- REQUIREMENT -
Go through the entries below. Copy out every line that contains "Челебоновића".

########################################

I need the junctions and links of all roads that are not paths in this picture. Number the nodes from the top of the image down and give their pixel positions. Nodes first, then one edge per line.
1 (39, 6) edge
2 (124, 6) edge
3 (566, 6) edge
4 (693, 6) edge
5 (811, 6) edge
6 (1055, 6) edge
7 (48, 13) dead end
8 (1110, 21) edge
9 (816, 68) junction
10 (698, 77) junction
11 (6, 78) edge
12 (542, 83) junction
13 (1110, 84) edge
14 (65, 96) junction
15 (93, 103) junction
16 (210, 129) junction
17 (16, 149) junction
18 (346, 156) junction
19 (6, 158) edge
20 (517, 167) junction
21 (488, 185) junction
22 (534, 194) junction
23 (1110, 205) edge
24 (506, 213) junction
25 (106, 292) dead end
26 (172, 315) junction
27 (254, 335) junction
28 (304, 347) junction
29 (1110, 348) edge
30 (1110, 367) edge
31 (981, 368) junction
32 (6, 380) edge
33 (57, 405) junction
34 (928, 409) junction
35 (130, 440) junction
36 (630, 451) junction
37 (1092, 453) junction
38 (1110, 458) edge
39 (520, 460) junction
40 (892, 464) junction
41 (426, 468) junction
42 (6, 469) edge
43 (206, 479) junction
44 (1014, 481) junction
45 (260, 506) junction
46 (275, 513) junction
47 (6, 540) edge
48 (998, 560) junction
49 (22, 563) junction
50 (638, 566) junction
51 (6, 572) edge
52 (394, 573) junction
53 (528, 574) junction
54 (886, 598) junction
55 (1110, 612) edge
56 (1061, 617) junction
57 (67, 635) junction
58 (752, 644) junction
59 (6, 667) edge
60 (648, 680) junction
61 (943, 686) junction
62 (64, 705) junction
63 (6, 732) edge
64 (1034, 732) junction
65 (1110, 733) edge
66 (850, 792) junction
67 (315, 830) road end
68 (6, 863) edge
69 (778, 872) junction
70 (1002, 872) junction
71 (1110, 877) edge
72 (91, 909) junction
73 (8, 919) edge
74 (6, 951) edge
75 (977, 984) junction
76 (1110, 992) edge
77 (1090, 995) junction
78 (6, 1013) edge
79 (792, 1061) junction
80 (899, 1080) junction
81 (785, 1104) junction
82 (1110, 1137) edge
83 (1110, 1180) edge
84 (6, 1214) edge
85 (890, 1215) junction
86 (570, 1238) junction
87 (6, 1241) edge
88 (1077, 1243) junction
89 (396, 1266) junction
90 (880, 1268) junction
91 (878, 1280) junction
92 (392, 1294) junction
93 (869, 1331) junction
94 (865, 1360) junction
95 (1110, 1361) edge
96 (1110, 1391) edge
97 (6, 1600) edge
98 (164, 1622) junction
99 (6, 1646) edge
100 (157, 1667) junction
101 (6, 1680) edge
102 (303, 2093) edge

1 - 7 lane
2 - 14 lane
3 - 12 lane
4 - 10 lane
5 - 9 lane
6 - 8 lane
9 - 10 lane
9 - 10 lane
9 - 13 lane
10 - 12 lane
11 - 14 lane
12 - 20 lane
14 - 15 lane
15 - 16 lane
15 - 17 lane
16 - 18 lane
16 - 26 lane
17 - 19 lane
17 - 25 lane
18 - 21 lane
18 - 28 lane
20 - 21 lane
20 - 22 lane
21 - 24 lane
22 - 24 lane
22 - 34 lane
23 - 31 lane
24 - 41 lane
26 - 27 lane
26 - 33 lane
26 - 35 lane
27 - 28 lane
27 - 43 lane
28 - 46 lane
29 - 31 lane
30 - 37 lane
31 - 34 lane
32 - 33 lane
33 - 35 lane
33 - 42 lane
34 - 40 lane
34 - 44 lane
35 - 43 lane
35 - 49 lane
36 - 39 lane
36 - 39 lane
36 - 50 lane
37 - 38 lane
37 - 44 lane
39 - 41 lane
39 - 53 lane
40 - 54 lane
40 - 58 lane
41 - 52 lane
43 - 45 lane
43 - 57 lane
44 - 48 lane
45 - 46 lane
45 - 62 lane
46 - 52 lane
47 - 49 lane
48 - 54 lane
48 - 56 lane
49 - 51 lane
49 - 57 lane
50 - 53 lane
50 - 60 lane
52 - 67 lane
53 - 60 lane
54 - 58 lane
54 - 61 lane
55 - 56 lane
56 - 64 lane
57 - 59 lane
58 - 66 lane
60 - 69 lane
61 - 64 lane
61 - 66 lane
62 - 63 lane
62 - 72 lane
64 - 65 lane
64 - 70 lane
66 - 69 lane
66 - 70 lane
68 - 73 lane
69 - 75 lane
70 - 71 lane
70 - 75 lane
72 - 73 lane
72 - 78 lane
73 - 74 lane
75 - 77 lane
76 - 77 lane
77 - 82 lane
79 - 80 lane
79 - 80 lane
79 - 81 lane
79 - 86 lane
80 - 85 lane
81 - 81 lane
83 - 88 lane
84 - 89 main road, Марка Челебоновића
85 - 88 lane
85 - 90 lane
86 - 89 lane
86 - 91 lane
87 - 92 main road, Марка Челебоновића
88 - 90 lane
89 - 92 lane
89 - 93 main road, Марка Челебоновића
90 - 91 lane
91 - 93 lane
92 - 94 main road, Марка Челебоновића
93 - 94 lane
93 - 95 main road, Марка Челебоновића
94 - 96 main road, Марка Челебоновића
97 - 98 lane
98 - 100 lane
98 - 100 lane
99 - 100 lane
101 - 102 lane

########################################

- THE COMPLETED TASK -
84 - 89 main road, Марка Челебоновића
87 - 92 main road, Марка Челебоновића
89 - 93 main road, Марка Челебоновића
92 - 94 main road, Марка Челебоновића
93 - 95 main road, Марка Челебоновића
94 - 96 main road, Марка Челебоновића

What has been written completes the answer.